Step one, then, is to greatly extend doctors’ brainpower by giving them ubiquitous access to good medical information. A journal article published in 1983 found that, of 11 immediate care-related questions about diagnosis or therapy generated in the course of a day of practice, the average doctor answered just 3 of them. I’d love to see if a similar study done today would show some improvement.
Step two is to provide the physician with complete patient data, via an electronic medical record (EMR), that is easily paired with the medical literature they now have at their fingertips. Making sense of it all takes understanding and judgment, traits humans have and machines don’t. However, a well-designed information system can greatly enhance human judgement. EMRs still have a long way to go to realize their potential to enhance clinical practice.
Computers don’t just “remember” unimaginably large amounts of stuff, they can sift it, checking data against protocols that may remind the doctor about tests to be ordered, diagnoses to be considered, immunizations to be administered, and give early warning when a patient is about to go south. (There is a real hazard here, though. Too many reminders can induce “alarm fatigue,” an all-too-common occurrence where the clinician just ignores or turns off the system in order to escape frequent interruptions for trivial or erroneous concerns.)
So far we’ve talked only about enhancing physician practice. But that’s not nearly enough. It is simply impossible for a doctor--no matter how smart, how well educated and how well plugged into data and information--to do the best job for patients all by themself. It takes a team.
I’ll illustrate this point with the example of outpatient management of diabetes. Every patient with the disease, just for starters ought to have their blood sugar, glycohemoglobin, cholesterol and kidney function checked regularly and results followed up. They tend to require frequent adjustment of their blood sugar medications. Many take drugs to lower cholesterol and to control blood pressure. They need lots of education and ongoing support about diet, foot care and a myriad of other self-maintenance items. Annual retinal exams are a must. They must have the same immunizations as everybody else, only more so. This is just a partial list. Get the idea? It’s an overwhelming amount of stuff for a practitioner to keep track of and perform.
Before computers we had flowsheets with lists of things to do and check. Paper reminders made it more likely that patients would get what they needed than if it all relied on the doctor remembering what to do. Automating reminders and patient callbacks has helped a great deal. But what is really needed is teams that explicitly divide and coordinate the labor among the scheduler, medical assistant, nurse, record keeper, lab tech, patient educator, and finally, the physician. (In a small practice the same person may fulfill multiple roles.) A well designed electronic information system provides the essential documentation and communication among the players to make this happen.
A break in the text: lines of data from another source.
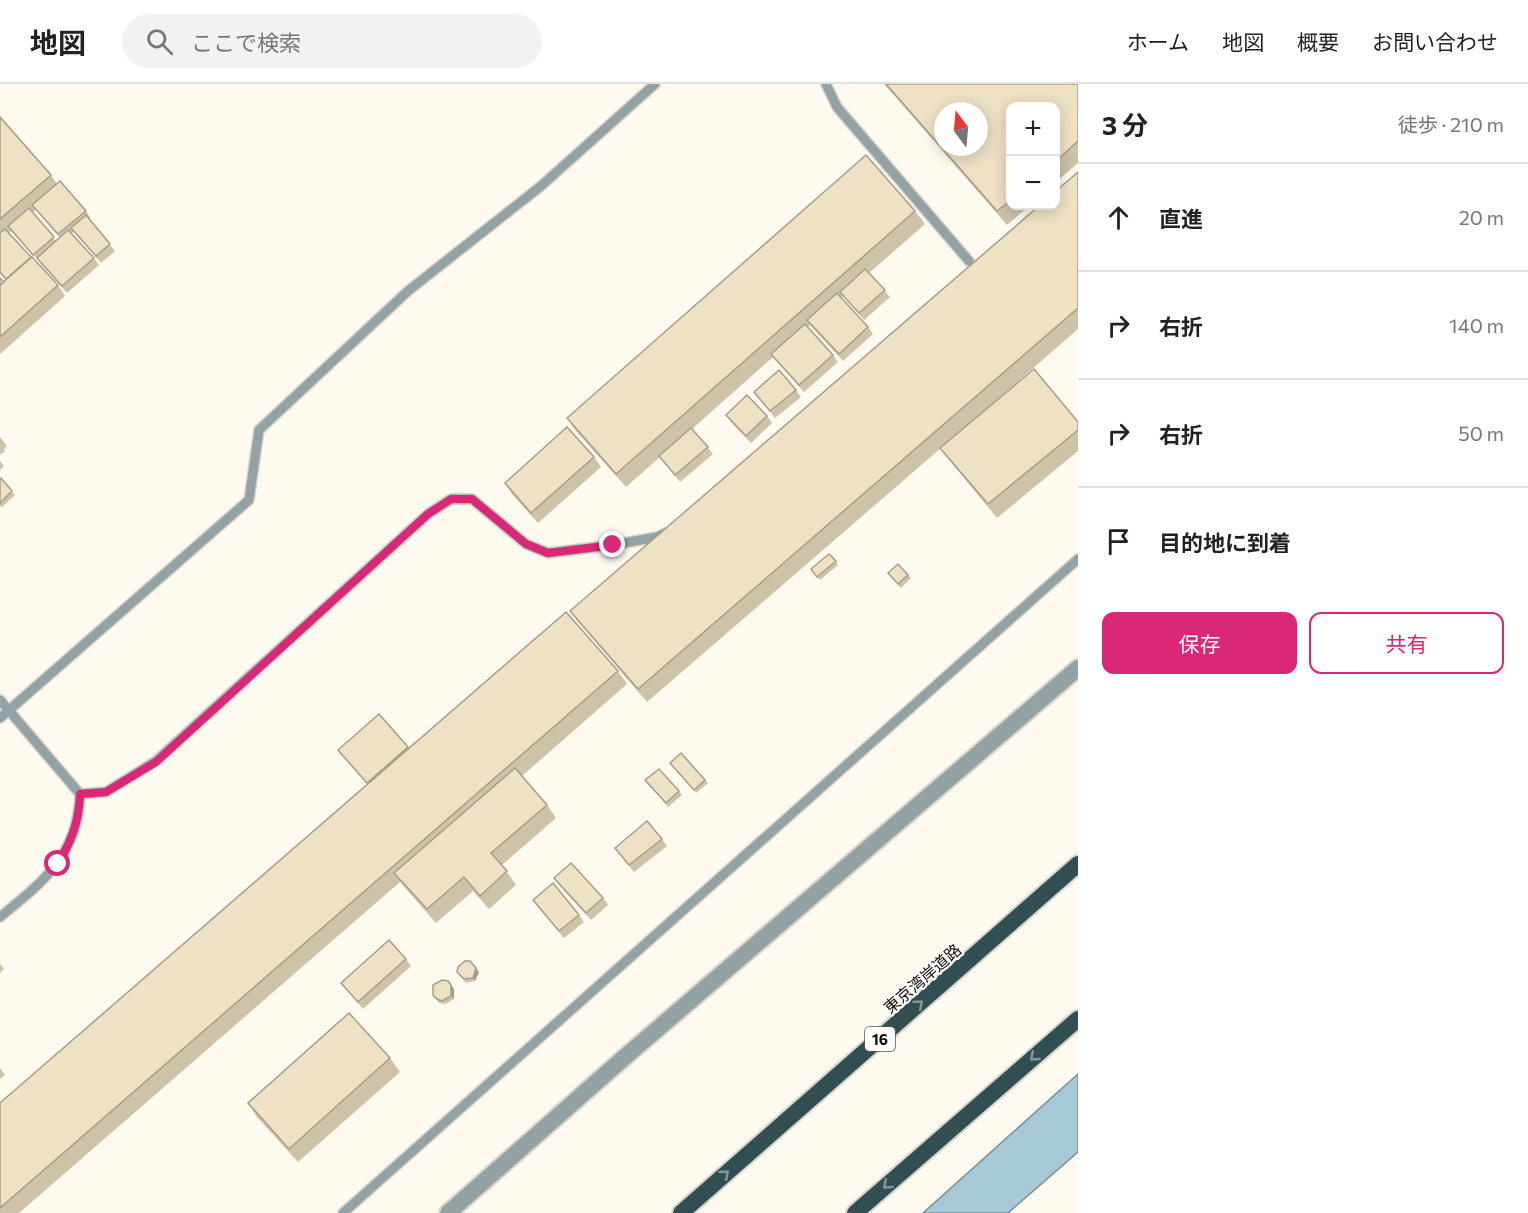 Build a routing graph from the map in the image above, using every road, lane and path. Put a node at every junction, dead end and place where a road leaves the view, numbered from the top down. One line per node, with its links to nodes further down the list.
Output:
1 (655, 84): 8 (lane)
2 (826, 84): 3 (lane)
3 (969, 261)
4 (677, 526): 10 (lane)
5 (1078, 559): 14 (lane)
6 (1078, 668): 15 (street)
7 (0, 700): 8 (lane)
8 (9, 711): 9 (lane); 10 (lane)
9 (0, 718)
10 (80, 794): 12 (lane)
11 (1078, 864): 16 (highway, 東京湾岸道路 / 16, one-way to 11)
12 (0, 917)
13 (1078, 1019): 17 (highway, one-way to 17)
14 (343, 1213)
15 (448, 1213)
16 (681, 1213)
17 (855, 1213)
That’s how you really improve practice and ultimately patient outcomes. You start by bringing together clinicians, support staff, technologists and administrators to brainstorm and implement solutions. You no longer leave it up to technologists, administrators, or doctors working in isolation.
So what is a CME director to do these days? First, truly define themself as a practice improvement professional. Second, if they still want to put on conferences, design events where people can exchange ideas freely, across disciplines and professions. The goal is to get them taking to and trusting each other, not to cram more stuff into their heads. Let the information systems do the cramming. Leave humans to do what we do best, which is relating to other human beings and solving problems, not to remembering things we’ve heard in lectures.